Lift off for satellite broadband

Ellie Zolfagharifard

Senior Reporter

If its taken you longer than a few seconds to load this page, then the launch of the Hylas-1 satellite this evening will be welcome news.

Between 18.39 and 21.54 today, Hylas-1 will be launched into orbit from the Kourou spaceport in French Guiana.

The mission aims to address the large demand for broadband services in Europe using its ‘highly adaptable’ payload developed at Astrium’s sites in Portsmouth and Stevenage.

It’s the first payload to employ a new architectural concept called the Generic Flexible Payload (GFP) which allows the satellite’s frequency plan to be re-defined via command from the ground.

When combined with new power amplifier technology that redistributes the satellite’s transmit power, the payload can flexibly re-allocate its resources according to the different demand levels.

As a result, consumers using Hylas should be able to enjoy speeds of up to 10Mb per second allowing the government to deliver on its commitment to provide 2Mb per second to everyone by 2012.

This will be ESA’s first private-public partnerships to result in an operational mission. UK operator, Avanti Communications, has put up the majority of the budget, while ESA contributed to the communications payload.

It’s a great example of public spending being pumped into the right area with the potential earnings from broadband set to provide a very good return on investment.

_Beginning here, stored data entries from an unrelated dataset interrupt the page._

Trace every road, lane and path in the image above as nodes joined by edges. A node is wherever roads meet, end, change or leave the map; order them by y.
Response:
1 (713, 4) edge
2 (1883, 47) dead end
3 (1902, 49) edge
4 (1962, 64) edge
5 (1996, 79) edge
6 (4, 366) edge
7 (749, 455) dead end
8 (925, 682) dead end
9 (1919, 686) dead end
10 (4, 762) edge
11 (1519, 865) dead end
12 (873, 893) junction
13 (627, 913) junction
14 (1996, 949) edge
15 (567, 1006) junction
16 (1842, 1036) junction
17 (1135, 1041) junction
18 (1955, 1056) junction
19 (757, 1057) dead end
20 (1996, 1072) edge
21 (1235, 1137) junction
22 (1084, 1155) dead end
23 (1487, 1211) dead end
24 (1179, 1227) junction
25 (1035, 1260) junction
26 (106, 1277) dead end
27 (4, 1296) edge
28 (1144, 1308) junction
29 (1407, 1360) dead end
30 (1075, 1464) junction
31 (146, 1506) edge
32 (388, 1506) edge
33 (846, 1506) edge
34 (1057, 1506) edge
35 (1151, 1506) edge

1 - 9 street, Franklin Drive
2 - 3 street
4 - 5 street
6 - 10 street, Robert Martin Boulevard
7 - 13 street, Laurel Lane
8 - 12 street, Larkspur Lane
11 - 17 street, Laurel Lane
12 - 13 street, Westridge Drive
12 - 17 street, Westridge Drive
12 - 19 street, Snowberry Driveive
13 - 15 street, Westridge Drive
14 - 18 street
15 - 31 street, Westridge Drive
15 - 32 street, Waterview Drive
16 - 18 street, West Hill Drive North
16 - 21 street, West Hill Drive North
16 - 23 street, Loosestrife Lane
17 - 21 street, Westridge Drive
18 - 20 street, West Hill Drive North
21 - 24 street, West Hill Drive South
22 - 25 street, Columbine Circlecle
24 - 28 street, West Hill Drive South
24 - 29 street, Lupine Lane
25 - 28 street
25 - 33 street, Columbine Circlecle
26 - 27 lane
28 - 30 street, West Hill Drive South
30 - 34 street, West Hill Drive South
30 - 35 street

One person who will be keenly watching developments is Sir Martin Sweeting, chairman of Surrey Satellite Technology.  He has a vision to make the UK the ‘Vodafone of the moon’ by launching smaller and cheaper satellites with services that can be bought by other nations.

According to Sweeting, who we interviewed earlier this month, telecommunications is where the money is in space. It’s the most mature of the satellite technologies and it is the industry that underpins the rest of Europe’s space endeavours.

As telecom satellites go, Hylas is on the small side with a launch mass of just over 2.5 tonnes. With space agencies catching on to the idea of smaller satellites, the UK could be in a strong position to capitalise on its expertise.

The Hylas-1 launch will be webcast live on the Ariane Space website this evening.